Officials with the Shelby County School System will tell you some of their buildings are in pretty rough shape.
It’s deferred maintenance. What does it mean?
Let’s look at the highways and all of those cars.
Some people put off fixing little things until the problem gets a little worse, a little worse, and suddenly your car is a hazardous waste area.
That’s deferred maintenance.
“Our deferred maintenance,” says Shelby County School Board Chairman Shante Avant, “is about $500-million.”
That’s a lot of cheese and Shante knows it.
They knew they couldn’t go to Shelby County Commissioners and say we want all that money this year.
Instead it’s how about $90 million?
“We have so many buildings in need of support,” Avant says. “We have two schools that need to be built, and they’re 21st century schools, things our kids deserve.

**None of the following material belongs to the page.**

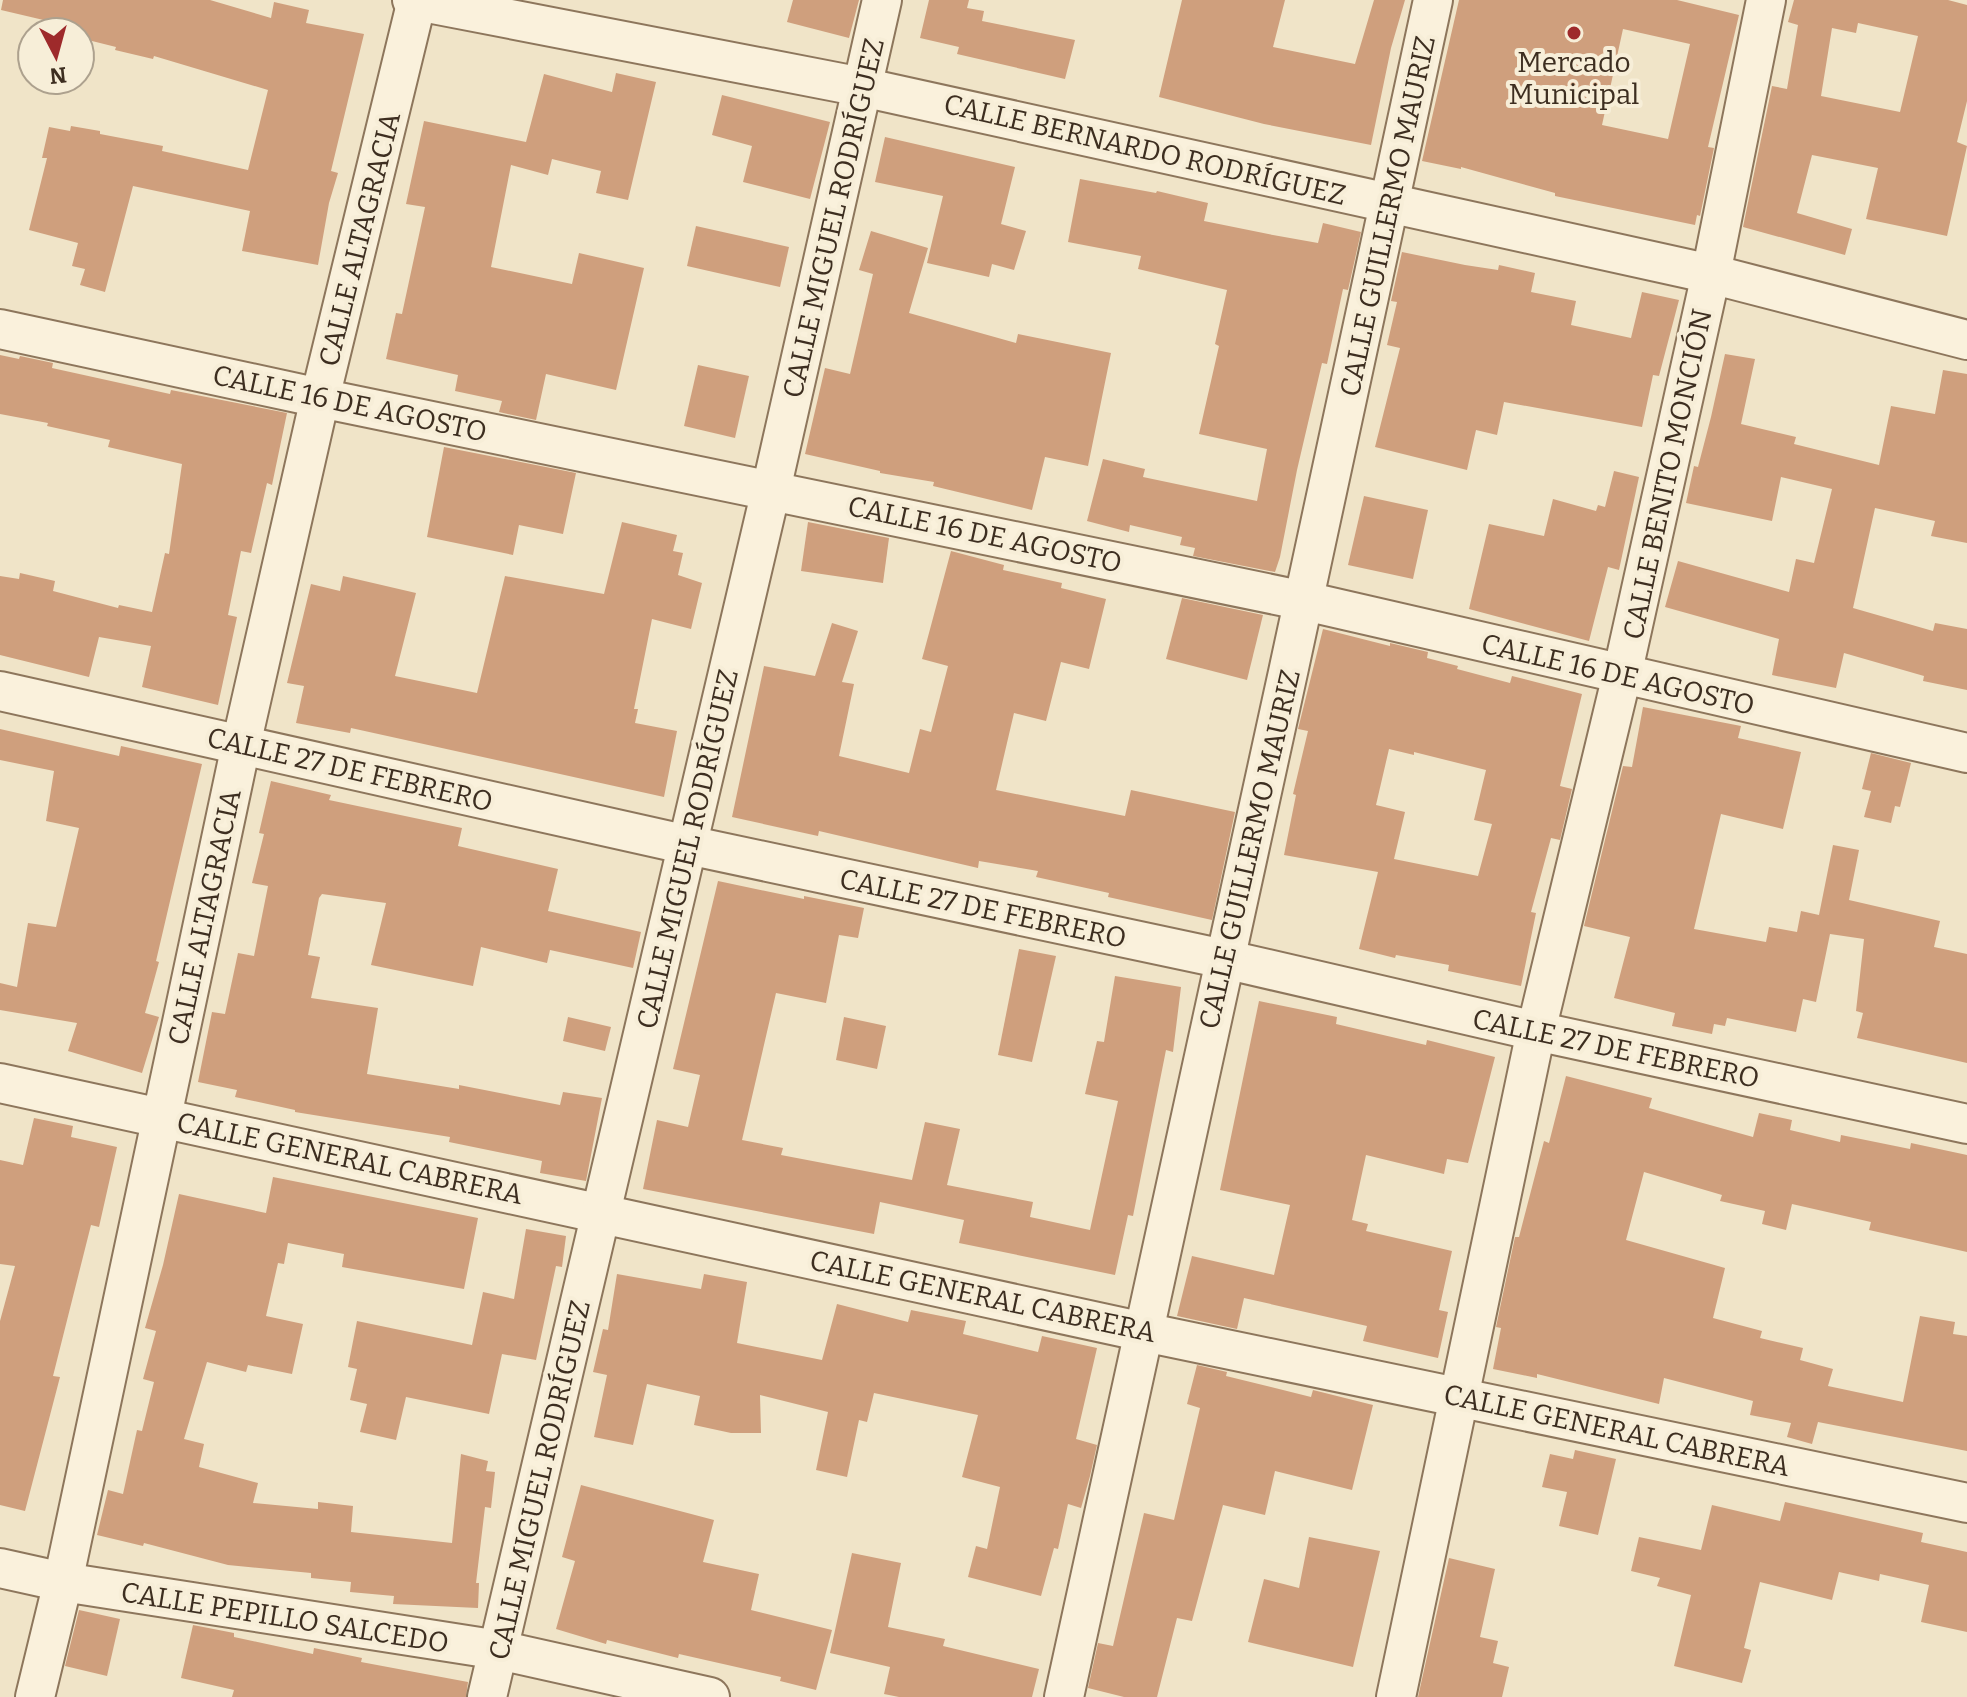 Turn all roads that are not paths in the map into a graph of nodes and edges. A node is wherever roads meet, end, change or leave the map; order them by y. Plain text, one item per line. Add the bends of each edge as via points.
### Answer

And then we have schools that need gymnasiums. Very basic things, but it means a lot to the kids in our communities and parents in our communities.”
It puts Shelby County Commissioners in a bind.
They deal with the very real possibility of having to raise property taxes.
“I’ll agree there’s a ton of poverty in Shelby County,” Commissioner Terry Roland says, “… and the majority of those people in poverty, property taxes hurt them more than the rich people.”
Putting repairs off because of no money has led to the current situation.
It is not good says Superintendent Dorsey Hopson.
“These buildings have been neglected for a long time,” he says. “When you have a roof that is 10 years past its life cycle, you get water on the floor, and the floor starts to buckle, and the paint starts to come off the walls. That’s the reality of many of our schools. It’s just a matter of resources.”